In many people’s estimations, 818 is one of the standout tracks on Gartner’s debut album, Weekend In America. The bulk of it is based around a sparse drum mix and a couple of pumping synth patches firing in rapid 16th sequences.
We’ll be focusing on the synth sounds, which are full of life and character. It sounds like there’s some sidechain compression going on, but for the sake of simplicity we’re going to emulate this effect with envelopes. Underpinning these synths is a heavily processed Roland TR-808 bass drum, with a very pronounced, saturated attack. We can also hear processed bursts of white noise, a single piano chord and more electronic drum machine samples including the ride, clap and snare sounds from a Roland TR-909. It’s the incidental noises that make this type of track work.
Four to the floor
Let’s start by laying down a four-to-the-floor kick drum at 130bpm. Notice that in 818, the kick drum is tuned to a G#, which is the root of the key that the intermittent piano stabs play.
Ultimately, the key of the track comes across as G# minor, because the loudest synth sound centres on a B (which is the minor 3rd), but we’ll get to that...
We’ll need an analogue-style synthesiser for the first part with at least one oscillator, two assignable LFOs and a low-pass filter. Steinberg’s Retrologue – free with Cubase 6.5 upwards – fits the bill, but you can follow along with your weapon of choice.
Draw in G#3 notes on every beat, now listen carefully and adjust the Amplifier envelope’s Attack slider to give that pumping, sidechain- compression-like effect. About 1000ms should do the job.
Enter the matrix
Now on the modulation matrix, we want to set LFO1 to control Pitch by -12 semitones (an octave). Activate Sync on the LFO and then set the Rate to 1/16. Similarly, we’ll use the matrix to set LFO2 to control the filter’s Cutoff by the maximum possible.
Again, we’ll need to set the Rate to Sync at 1/16, but this time set LFO2’s waveform to asawtooth to attain that sharp, chopping motion. The filter shape should be LP6 and the cutoff knob should be reduced until the sound is tight – about 500Hz works on Retrologue. The final stage is really important. Set the pitchbend up range to +12 semitones. Later we’ll be relying on the pitchbend controller to turn the single-note pumping into something that more resembles 818’s riff.

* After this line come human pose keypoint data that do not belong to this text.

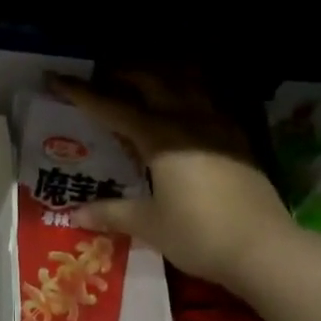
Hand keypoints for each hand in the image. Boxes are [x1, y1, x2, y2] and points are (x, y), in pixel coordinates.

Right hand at [55, 75, 296, 294]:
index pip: (112, 108)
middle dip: (123, 73)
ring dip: (162, 76)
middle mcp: (188, 120)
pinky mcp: (240, 139)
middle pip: (152, 81)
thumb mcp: (149, 225)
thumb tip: (76, 214)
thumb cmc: (199, 234)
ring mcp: (218, 126)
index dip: (82, 93)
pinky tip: (187, 108)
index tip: (57, 79)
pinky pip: (210, 101)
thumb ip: (112, 213)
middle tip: (103, 76)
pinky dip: (191, 93)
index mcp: (159, 137)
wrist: (264, 248)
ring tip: (146, 81)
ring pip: (187, 83)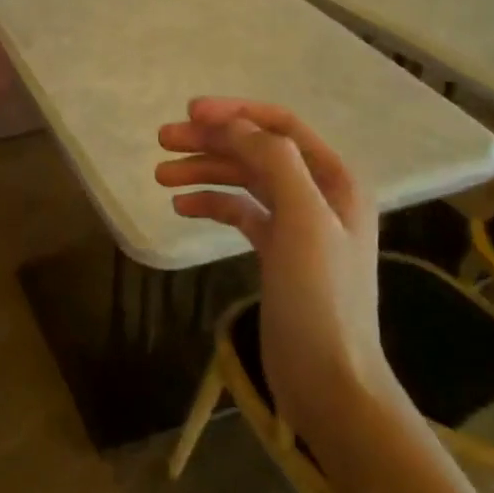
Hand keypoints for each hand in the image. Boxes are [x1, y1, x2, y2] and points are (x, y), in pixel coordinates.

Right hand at [156, 98, 394, 435]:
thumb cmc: (319, 297)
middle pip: (256, 150)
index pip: (280, 126)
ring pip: (243, 180)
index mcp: (334, 179)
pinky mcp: (276, 251)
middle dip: (210, 141)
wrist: (328, 379)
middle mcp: (316, 193)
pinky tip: (181, 207)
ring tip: (160, 176)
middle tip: (162, 141)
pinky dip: (211, 203)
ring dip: (203, 171)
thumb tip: (233, 124)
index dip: (235, 113)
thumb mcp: (303, 220)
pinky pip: (239, 212)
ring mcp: (296, 223)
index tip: (189, 113)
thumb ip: (274, 162)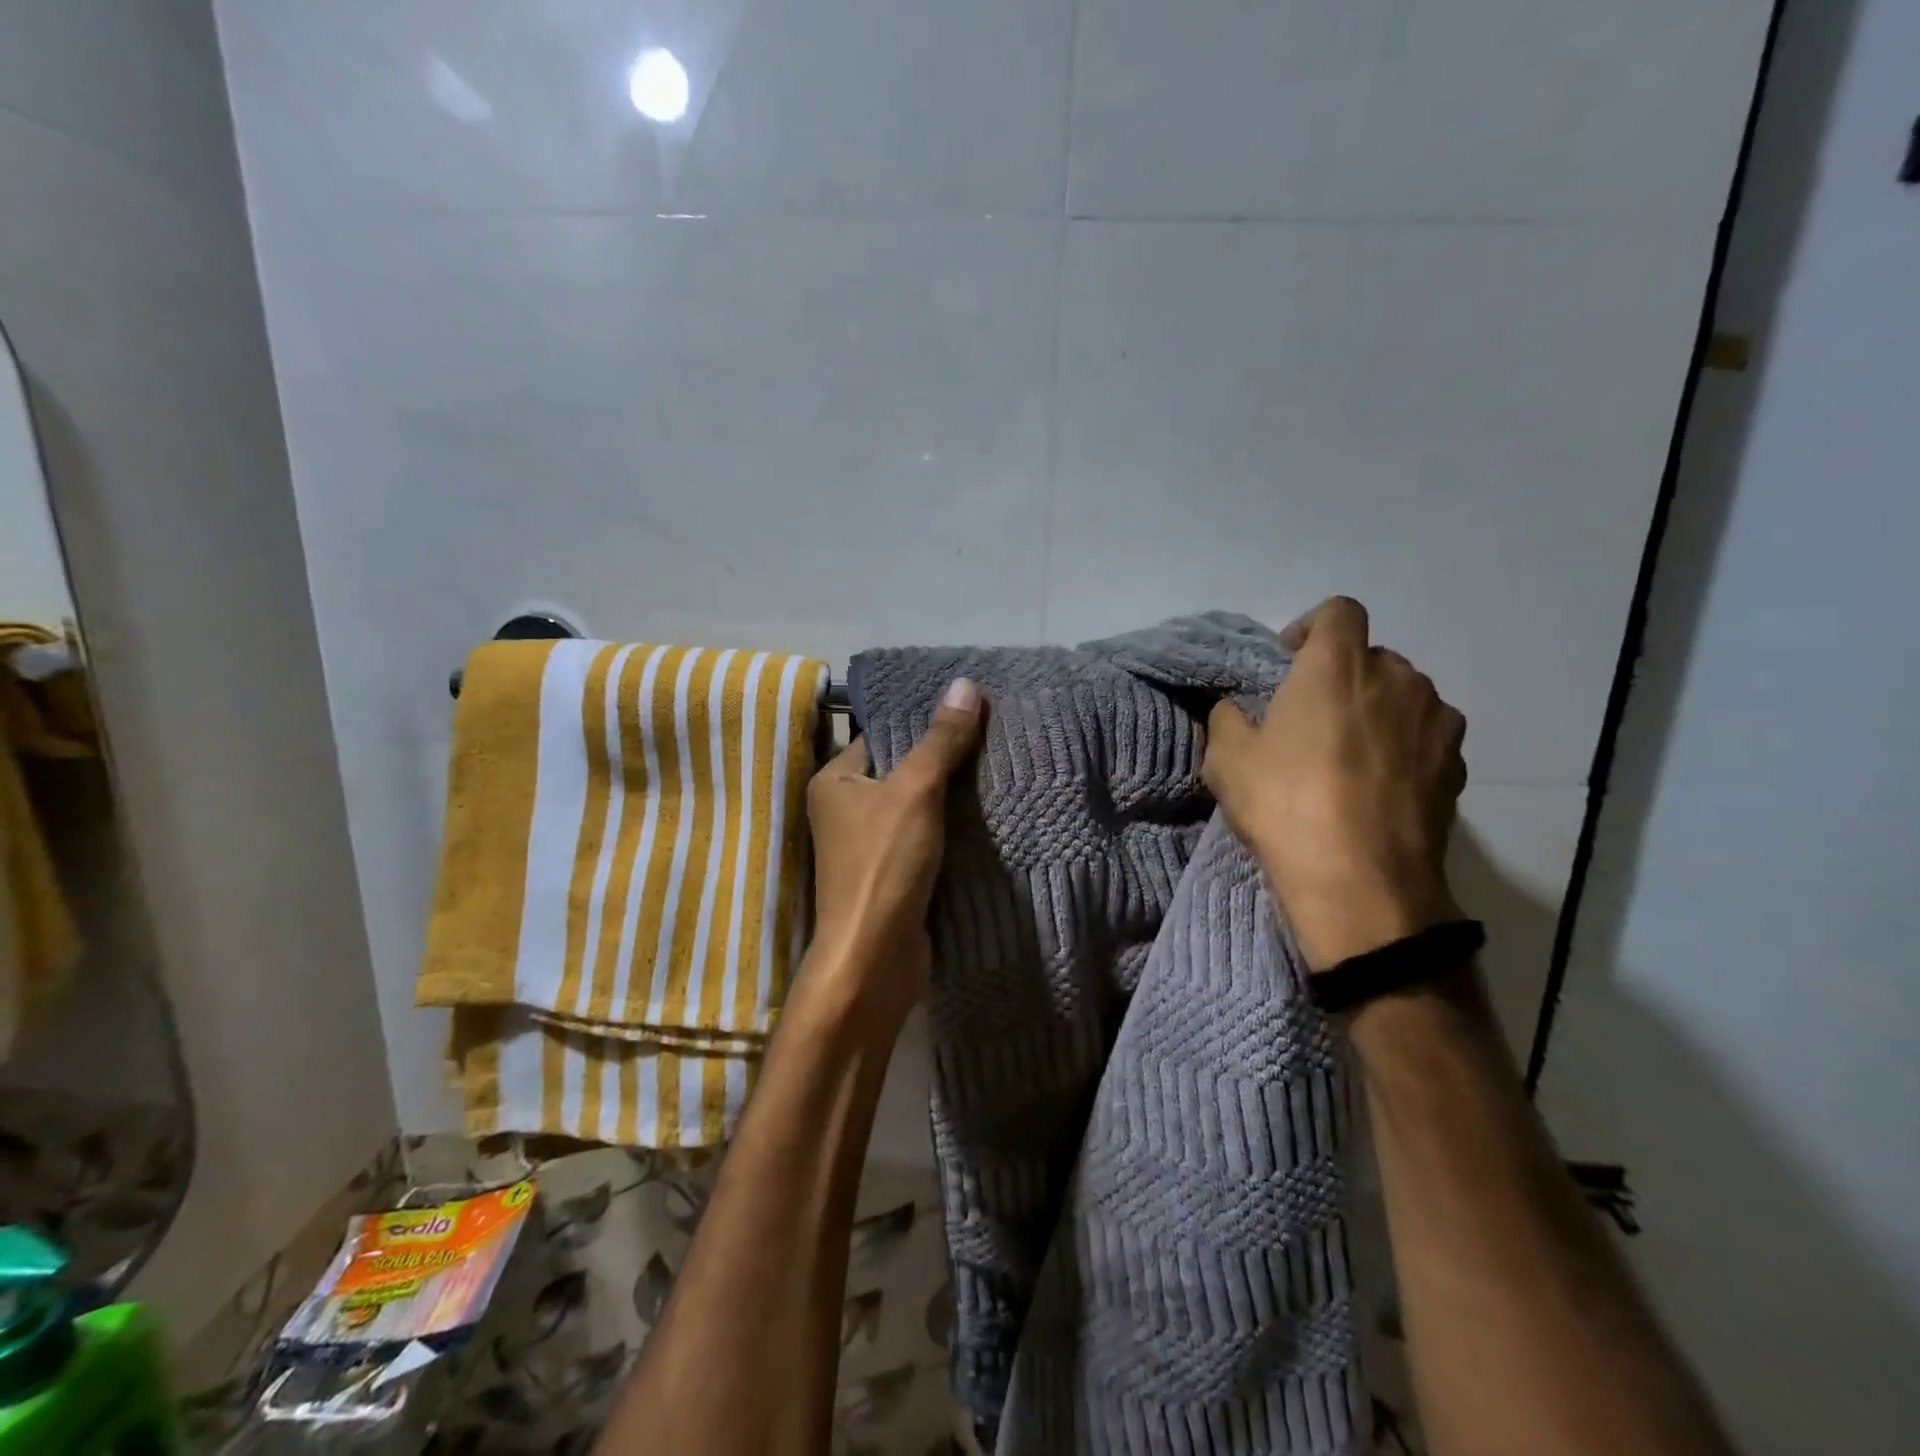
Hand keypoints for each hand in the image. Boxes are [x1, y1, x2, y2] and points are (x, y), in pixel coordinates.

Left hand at [804, 679, 985, 1028]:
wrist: (875, 958)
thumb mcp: (915, 791)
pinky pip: (926, 838)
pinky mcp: (894, 874)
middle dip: (945, 759)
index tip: (971, 710)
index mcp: (836, 781)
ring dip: (953, 796)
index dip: (925, 723)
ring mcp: (870, 845)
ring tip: (1000, 767)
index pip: (884, 736)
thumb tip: (966, 684)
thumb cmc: (883, 864)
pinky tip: (989, 814)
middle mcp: (847, 809)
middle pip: (904, 771)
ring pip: (918, 807)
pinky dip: (952, 828)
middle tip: (995, 736)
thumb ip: (941, 740)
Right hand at [1203, 597, 1466, 970]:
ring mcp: (1436, 720)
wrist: (1361, 882)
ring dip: (1376, 709)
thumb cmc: (1286, 805)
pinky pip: (1426, 735)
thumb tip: (1237, 709)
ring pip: (1404, 695)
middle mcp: (1397, 677)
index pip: (1338, 611)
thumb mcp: (1226, 760)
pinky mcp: (1457, 764)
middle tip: (1312, 717)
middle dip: (1341, 675)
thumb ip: (1227, 717)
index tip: (1289, 662)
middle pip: (1371, 656)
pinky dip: (1404, 745)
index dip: (1311, 628)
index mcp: (1337, 665)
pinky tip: (1381, 784)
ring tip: (1350, 753)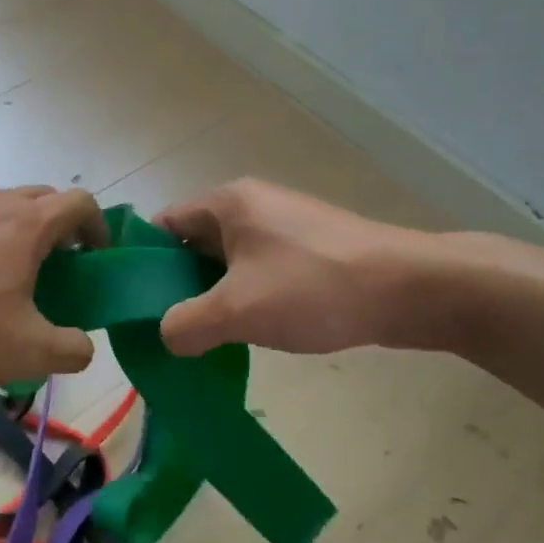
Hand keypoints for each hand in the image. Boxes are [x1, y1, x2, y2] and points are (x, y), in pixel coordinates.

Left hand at [0, 185, 107, 386]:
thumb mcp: (24, 353)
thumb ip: (70, 350)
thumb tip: (82, 345)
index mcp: (27, 223)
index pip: (81, 202)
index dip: (99, 227)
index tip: (95, 259)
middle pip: (44, 199)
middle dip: (61, 229)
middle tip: (57, 270)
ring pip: (4, 208)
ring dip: (20, 235)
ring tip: (8, 280)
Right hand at [156, 179, 484, 356]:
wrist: (410, 289)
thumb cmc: (314, 288)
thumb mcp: (237, 310)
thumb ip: (186, 324)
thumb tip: (166, 334)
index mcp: (227, 203)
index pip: (163, 224)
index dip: (142, 263)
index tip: (133, 306)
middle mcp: (252, 205)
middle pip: (193, 244)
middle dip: (177, 286)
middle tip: (166, 330)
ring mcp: (284, 226)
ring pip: (227, 261)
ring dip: (213, 297)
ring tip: (204, 339)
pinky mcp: (309, 249)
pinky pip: (259, 270)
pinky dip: (245, 298)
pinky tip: (249, 332)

With the first patch in place, open an additional instance of your chosen synth and copy the MIDI part from the previous instance on to it. Again, set the Amplifier envelope A slider to about 1000ms to fake that pumping compression effect.
This time, however, we’ll need a Pulse waveform for Osc 1, with its width set to about 45%. Closer to 50% sounds too plain and obviously square-based, whereas much lower starts to sound too thin. In the modulation matrix, set entries for LFO1 to control the filter’s Cutoff by the maximum amount and also the Pitch by about -1.5 semitones. Activate LFO1’s tempo Sync, set the waveform to a sawtooth again, and increase the Rate to 1/16. This part will have to reach up much further with its pitch, so we’ll set the Pitchbend up range to +15, which lands on that high B (the minor 3rd interval mentioned earlier).
Just an illusion
To complete the illusion, we’ll need to brighten up the two synths and separate them in the stereofield.
Rather than using an EQ and a panner separately, Wolfgang seems to have a habit of giving his parts separate EQ curves for the left and right channels. We can approximate this effect by shelving about +6dB at about 2kHz on each of the synths, on opposing channels. The second synth part could also do with a low-pass at about 14kHz but this should be applied to the whole stereo signal.